Set point theory tells us that our bodies want to stick to a specific weight range. Fueled appropriately, they’ll do what what they need to do, so we don’t need to guilt and stress over every meal and snack.
Set point theory helps me:
Accept weight fluctuations. Hormonal changes cause weight changes. It’s natural and normal.
Avoid feeling guilt or shame. My body changes are not from lack of discipline.
Ignore societal beauty standards. There are SO MANY influences on our weight beyond what we eat, and it’s not entirely within our control.
Shift away from restrictive eating. Calorie restriction, like through dieting, especially for the long term, actually RAISES the body’s set point.
It can be frustrating to know that (due to many factors, some of which are outside our control) to a large degree our body weight is predetermined.
But, once we accept it, what if there’s more opportunity for peace and contentment? Or, at least, a focus on wellbeing at your set point instead of fluctuations in weight?
It is exhausting to live life feeling guilty, anxious, and ashamed of every bite of food you put in your mouth.
Set point theory (and better education about food in general) are helping me let my body do its thing. And, wow, do I have more space in my brain when I’m not obsessing about food.
I hope set point theory makes you feel the same way. Tell me what you think in the comments ↓ 🌈
Will write more soon on the best things I’ve learned in nutrition therapy.
Right now I’m gonna stock up on a feel-good snack because I’ve got mad election-eve nerves.
— Micah
P.S.
Join me for our upcoming Women’s Sharing Circle on Nov 13. It’s free and online, and our topic this month is “Letting Yourself Go.”
🗓️ Click here for more details or to get on the list
P.P.S.
I made a fun quiz for spooky season: Find out “which witch” you are in the Witchy Women of Folklore Quiz here (there are 12 possible results!).
P.P.P.S.
Are we connected on Instagram, yet? We should be.
I don't know how I stumbled across this (I know I'm supposed to be working), but I had to scroll up and check the author's name more than once to check that I didn't write this myself . My last bout with Ana was 15 years (and a long inpatient stay) ago. That means I'm all better, right? Slap a shiny bow on my ass and consider me RECOVERED. Then came surgical menopause and a me I didn't recognize - or particularly care for- and I'm up all hours Googling "weight loss meds" to skirt a pesky insurance company and stubborn doctor who won't play ball with my long suppressed Ed habits. I have nothing helpful to contribute. I'm just grateful to feel a little less alone.
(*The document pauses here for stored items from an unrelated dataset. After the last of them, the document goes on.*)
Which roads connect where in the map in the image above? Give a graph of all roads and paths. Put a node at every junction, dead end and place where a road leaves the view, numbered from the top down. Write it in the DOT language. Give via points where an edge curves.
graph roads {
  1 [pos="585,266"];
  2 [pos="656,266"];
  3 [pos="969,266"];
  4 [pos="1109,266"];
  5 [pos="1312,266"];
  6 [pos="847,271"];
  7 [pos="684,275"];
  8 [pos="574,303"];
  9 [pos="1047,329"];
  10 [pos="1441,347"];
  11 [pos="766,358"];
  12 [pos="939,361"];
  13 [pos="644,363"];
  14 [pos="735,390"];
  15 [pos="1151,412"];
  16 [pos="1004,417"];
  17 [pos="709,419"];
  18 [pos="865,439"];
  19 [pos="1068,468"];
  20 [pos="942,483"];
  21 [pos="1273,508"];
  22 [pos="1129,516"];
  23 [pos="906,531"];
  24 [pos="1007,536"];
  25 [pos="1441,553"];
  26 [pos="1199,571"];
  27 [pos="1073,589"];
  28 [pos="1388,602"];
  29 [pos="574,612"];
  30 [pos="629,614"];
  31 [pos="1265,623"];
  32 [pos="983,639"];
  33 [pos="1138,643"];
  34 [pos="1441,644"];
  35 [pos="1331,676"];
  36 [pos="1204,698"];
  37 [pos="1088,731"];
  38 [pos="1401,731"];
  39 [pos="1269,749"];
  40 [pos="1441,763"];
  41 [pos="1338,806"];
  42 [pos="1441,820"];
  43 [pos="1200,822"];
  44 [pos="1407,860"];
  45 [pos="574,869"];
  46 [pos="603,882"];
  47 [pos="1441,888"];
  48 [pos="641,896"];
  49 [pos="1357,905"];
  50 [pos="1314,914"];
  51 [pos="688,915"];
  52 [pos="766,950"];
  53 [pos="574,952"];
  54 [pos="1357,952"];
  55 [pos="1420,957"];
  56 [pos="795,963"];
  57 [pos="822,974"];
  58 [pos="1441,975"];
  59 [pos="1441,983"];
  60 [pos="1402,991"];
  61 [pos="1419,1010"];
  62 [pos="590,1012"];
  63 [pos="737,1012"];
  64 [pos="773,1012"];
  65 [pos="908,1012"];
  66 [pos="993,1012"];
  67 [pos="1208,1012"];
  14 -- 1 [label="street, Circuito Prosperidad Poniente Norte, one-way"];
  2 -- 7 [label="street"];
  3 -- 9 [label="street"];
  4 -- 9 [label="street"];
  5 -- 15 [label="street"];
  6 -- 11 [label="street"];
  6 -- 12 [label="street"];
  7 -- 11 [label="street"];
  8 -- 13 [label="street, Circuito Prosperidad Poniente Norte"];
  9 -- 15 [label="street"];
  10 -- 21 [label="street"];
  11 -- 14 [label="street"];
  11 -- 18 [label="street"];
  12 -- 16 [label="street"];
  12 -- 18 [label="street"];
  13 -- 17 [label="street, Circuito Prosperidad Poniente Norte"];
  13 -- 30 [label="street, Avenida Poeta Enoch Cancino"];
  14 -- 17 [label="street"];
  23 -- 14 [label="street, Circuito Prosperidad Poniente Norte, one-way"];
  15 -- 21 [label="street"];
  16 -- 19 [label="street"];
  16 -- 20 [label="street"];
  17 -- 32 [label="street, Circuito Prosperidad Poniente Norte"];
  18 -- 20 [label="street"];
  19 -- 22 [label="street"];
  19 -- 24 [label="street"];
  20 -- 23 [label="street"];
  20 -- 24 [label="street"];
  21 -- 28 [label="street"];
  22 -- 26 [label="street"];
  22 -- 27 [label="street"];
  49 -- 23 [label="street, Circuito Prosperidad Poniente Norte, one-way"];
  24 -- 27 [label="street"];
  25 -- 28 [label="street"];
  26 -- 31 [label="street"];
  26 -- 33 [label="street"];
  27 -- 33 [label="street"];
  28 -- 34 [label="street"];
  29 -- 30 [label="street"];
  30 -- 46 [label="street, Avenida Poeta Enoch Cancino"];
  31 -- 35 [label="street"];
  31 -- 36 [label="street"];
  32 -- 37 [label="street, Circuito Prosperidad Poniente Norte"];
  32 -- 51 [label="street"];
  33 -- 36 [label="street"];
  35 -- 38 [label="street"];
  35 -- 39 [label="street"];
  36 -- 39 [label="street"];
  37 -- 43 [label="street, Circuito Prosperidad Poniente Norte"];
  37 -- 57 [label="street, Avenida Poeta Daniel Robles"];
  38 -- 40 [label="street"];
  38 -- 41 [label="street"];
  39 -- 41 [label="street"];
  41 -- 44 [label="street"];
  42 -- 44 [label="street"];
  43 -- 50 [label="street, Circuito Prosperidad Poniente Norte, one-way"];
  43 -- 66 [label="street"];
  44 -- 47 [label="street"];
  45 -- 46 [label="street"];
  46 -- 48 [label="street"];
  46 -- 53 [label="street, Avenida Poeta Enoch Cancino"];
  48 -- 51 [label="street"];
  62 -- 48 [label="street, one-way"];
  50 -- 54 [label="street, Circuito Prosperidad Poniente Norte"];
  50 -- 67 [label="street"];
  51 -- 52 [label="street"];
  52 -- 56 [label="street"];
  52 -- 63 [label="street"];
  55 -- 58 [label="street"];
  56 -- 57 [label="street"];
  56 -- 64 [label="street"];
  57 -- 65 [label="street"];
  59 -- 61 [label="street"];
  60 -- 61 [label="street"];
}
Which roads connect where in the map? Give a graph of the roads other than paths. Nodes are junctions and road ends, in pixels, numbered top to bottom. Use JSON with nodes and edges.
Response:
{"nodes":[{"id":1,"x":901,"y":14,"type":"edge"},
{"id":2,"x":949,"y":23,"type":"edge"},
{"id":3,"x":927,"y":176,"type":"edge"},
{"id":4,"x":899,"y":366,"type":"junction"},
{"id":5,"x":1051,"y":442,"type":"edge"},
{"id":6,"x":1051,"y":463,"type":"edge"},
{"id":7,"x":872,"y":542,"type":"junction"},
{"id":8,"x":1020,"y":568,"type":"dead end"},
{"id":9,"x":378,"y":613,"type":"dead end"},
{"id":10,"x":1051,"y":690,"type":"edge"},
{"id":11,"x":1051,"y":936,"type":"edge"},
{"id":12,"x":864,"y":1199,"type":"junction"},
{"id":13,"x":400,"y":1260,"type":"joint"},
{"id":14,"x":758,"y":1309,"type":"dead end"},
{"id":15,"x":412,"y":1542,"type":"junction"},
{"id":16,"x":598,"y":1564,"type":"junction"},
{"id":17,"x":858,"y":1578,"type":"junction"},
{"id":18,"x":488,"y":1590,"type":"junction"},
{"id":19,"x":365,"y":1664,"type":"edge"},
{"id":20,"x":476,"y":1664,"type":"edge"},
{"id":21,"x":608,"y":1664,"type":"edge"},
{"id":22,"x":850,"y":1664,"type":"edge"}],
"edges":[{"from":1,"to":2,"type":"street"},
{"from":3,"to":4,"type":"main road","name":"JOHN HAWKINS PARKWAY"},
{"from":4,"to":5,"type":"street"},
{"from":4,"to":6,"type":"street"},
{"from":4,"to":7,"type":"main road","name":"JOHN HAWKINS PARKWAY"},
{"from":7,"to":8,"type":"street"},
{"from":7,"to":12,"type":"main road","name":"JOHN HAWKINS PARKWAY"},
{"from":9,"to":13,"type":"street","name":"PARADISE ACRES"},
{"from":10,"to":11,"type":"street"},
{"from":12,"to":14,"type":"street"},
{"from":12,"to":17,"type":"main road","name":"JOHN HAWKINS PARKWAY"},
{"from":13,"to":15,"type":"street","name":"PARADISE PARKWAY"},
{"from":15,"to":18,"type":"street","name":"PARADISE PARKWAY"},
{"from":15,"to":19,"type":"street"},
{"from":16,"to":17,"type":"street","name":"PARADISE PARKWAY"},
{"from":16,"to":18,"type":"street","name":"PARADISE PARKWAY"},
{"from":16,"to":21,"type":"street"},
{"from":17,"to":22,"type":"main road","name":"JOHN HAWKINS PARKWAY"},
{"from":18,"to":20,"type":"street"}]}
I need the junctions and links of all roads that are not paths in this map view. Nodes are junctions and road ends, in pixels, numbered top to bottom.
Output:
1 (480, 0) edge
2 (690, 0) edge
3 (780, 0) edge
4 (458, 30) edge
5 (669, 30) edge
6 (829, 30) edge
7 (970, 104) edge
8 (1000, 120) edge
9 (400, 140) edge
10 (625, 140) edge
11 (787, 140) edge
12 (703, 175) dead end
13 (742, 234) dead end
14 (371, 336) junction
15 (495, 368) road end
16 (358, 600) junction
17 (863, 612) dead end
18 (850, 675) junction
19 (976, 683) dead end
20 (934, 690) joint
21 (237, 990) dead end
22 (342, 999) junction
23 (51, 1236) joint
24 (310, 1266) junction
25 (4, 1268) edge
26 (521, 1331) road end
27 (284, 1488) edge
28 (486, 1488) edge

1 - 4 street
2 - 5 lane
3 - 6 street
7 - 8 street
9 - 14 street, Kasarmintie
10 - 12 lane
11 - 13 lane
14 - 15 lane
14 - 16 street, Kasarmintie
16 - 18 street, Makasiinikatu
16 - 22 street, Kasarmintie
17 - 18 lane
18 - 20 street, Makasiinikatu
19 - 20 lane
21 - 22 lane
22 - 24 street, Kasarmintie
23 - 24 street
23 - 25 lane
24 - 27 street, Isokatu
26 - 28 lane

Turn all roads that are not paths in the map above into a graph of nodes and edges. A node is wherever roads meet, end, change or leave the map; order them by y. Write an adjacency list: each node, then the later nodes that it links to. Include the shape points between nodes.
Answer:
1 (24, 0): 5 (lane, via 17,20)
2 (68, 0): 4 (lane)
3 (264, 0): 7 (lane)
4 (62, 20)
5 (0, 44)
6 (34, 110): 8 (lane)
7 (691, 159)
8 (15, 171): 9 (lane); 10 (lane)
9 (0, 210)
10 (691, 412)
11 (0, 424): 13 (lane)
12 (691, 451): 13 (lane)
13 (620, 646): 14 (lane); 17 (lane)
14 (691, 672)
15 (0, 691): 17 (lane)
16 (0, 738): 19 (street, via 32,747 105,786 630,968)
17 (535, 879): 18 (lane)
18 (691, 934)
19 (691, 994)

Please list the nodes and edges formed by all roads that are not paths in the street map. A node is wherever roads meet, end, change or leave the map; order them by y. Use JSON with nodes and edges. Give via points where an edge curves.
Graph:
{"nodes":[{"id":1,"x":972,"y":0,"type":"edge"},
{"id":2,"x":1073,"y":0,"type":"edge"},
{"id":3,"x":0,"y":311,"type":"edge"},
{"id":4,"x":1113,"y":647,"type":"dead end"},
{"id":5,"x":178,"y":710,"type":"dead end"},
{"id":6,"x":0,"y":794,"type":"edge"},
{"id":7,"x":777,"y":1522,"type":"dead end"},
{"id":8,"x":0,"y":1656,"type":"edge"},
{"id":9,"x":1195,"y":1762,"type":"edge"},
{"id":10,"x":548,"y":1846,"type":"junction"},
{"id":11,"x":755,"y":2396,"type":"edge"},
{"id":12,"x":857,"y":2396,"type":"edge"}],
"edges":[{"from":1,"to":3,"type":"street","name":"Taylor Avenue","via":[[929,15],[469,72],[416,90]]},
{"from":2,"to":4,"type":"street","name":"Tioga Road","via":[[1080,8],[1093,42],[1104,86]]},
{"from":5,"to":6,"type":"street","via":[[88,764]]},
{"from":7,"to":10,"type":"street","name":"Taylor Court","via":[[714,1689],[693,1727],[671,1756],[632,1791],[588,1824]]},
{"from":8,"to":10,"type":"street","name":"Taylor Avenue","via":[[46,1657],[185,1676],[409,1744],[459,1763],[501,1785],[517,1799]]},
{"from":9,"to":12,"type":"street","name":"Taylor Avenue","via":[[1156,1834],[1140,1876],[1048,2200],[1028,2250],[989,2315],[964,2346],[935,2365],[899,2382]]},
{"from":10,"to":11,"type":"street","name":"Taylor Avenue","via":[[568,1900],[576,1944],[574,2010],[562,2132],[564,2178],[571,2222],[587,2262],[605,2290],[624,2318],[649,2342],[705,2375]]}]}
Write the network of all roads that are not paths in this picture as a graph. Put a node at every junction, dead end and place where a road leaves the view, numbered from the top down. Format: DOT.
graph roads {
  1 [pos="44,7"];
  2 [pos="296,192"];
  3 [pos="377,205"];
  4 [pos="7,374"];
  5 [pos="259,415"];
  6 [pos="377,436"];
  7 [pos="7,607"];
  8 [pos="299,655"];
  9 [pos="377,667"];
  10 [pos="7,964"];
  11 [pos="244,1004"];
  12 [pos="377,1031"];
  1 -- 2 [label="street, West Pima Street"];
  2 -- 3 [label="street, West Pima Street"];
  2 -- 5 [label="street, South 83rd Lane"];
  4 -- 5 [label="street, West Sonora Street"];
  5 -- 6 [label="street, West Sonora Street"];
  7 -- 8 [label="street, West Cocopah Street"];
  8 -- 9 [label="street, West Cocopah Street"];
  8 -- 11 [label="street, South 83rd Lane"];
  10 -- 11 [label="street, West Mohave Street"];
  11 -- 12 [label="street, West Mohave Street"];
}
This is so interesting. My eating 'condition' is Type 1 diabetes. I see food as fuel more than anything else and am frustrated at how the rules keep changing as my body changes. The most seismic shift was surgical menopause 10 years ago when I started gaining around 1 kg per month with no change in diet. After much research I discovered LCHF and managed to reverse that gain with 1kg per month, and continued to lose weight to almost school-days weight (12 kgs). I found LCHF very restrictive so allowed some carbs to creep back in. 5 years of being slim and the weight slowly started creeping back on. I don't care about how I look so much but I do care about my overall health and fitness, and my weight is a part of that. I've tried to go back to LCHF a couple of times but I didn't lose any weight at all. I started exercising more but still no impact. So I reluctantly accepted this weight and gave all my small clothes to charity. Reading this has erased the mild resentment I was hanging on to, I'm at me set point and that's fine.